Good interpersonal chemistry can be as important as good biochemistry for small life-science companies trying to “do a deal” with a major corporate collaborator.

That’s one of the take-away messages heard Wednesday evening from acquisition deals involving two fast-emerging spinouts from Research Triangle universities and their big-pharma collaborators.

About 100 people gathered in the North Carolina Biotechnology Center auditorium to get an inside view of the “Anatomy of a Deal,” a CED Biotech Forum held in partnership with the Center.

The audience heard Kyle Chenet, vice president of corporate development with Research Triangle Park-based Liquidia Technologies, and GlaxoSmithKline’s Jennifer Johnson, give their perspectives on their months of working together to enable GSK to buy into Liquidia’s technology platform.

Johnson, an accountant, is director of worldwide business development, transactions and investment management. Liquidia is a spinout from the University of North Carolina at Chapel Hill.

The panel also included Kenneth Moch, president and CEO of Durham-based Chimerix, which licensed technology from the University of California at San Diego, and Sanjeev Munshi, Ph.D., director of external research and licensing with Merck Research Laboratories. They also spent months wrangling out terms for Merck to buy an application of Chimerix technology that is expected to enable one of Merck’s anti-viral drugs to dive into targeted cells at low but effective doses, reducing toxic side effects.

Moderator was Faith Charles, New York-based partner in the Thompson Hine law firm, responsible for life-science corporate transactions and securities, international trade and customs.

Partnered Compounds More Likely Survivors

Peter Ginsberg, vice president of business and technology development at NCBiotech, introduced the program, and Charles. Ginsberg opened by pointing to a Deloitte finding earlier in 2012: Partnered compounds are four times as likely to reach the pharmaceutical marketplace as those that aren’t supported by the deep pockets and expertise of big-pharma collaborators.

De-risked, late-stage assets are the winners in today’s difficult, high-cost market, he noted.

Charles added that collaborations are not only critical to the success of small biotech companies. Big pharma needs the creativity that comes with biotech collaborators, too. That’s why more than 400 such licensing deals are now being consummated each year, and the associated dollar value of those deals is increasing, she said. She added that the two global pharmaceutical companies represented on the panel, GSK and Merck, closed about 20 licensing deals apiece in 2011.

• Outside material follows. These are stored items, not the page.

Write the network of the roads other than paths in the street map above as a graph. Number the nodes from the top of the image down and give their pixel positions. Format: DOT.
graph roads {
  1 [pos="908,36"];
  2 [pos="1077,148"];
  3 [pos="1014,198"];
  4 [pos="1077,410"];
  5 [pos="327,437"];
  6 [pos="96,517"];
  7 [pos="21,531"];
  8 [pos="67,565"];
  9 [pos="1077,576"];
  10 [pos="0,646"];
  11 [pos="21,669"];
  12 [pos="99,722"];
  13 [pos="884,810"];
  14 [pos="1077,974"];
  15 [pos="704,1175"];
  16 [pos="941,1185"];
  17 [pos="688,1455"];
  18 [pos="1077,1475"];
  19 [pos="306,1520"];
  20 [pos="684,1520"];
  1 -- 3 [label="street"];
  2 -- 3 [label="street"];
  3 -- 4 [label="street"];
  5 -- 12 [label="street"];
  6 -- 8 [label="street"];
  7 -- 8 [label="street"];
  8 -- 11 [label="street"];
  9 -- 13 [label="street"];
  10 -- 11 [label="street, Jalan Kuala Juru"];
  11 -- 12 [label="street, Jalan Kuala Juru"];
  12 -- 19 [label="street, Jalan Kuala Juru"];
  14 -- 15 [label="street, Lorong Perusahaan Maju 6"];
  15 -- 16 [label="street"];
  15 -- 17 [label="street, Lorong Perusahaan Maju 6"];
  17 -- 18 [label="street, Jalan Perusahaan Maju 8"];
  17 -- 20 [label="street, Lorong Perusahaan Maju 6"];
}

Biotech: ‘R&D Unencumbered by Revenue’

Moch brought a round of laughter from the crowd when he wryly defined a biotech company as “an R&D pipeline unencumbered by revenue.”

That, however, is increasingly the problem, the group agreed.

Venture capital for biotech start-ups has dwindled during the past five years, said Chenet. “So there’s something to be said for having big pharma at the table as an equity partner, even though it may dilute your original venture capital investors.”

Other key points from the panelists:

  • For any young biotech company, the first deal is always the hardest to get. The first deal establishes the credibility of the company and its technology.
  • Global pharmaceutical companies are changing therapeutic focus almost daily. So invest in good intellectual property protection and don’t waste time negotiating unimportant details. That big-pharma interest in your technology could disappear in a heartbeat.
  • Be clear about what’s being bought and sold in your term sheet. Hammering that out will take months. Like the Liquidia/GSK deal, the term sheet could start out at four pages and, six months later, run 17 pages. And it may take another six months from term sheet to final contract.
  • Define the four corners of the deal, agree on the contract, and close. Don’t leave any access rights or rights of first refusal to dangle and potentially cause problems later.
  • The contract-writing phase will be expensive, because the lawyers are expensive. But contract wording can also disappoint, by whittling anticipated revenue from a small biotech company’s total haul.
  • Scientists sometimes write the patent applications for their discoveries, to save money and time. Beware. If your technology patent was written by a scientist, have it reviewed by a good IP attorney to make sure it’s solid.
  • Biotech business development is selling hope. Partnering is like meeting, then dating, then marriage. If you get along with each other and trust each other in negotiations, you’ll get along as collaborators.

Editor’s note: Jim Shamp is NCBiotech Director of Public Relations.

(C) NC Biotech Center

(NOTE: This story has been corrected to reflect the fact Chimerix utilizes technology developed a the University of California at San Diego and is not an NCSU spinout. A quote also was revised with “equity” replaced by “revenue” in a comment from Liquidia’s Ken Moch.)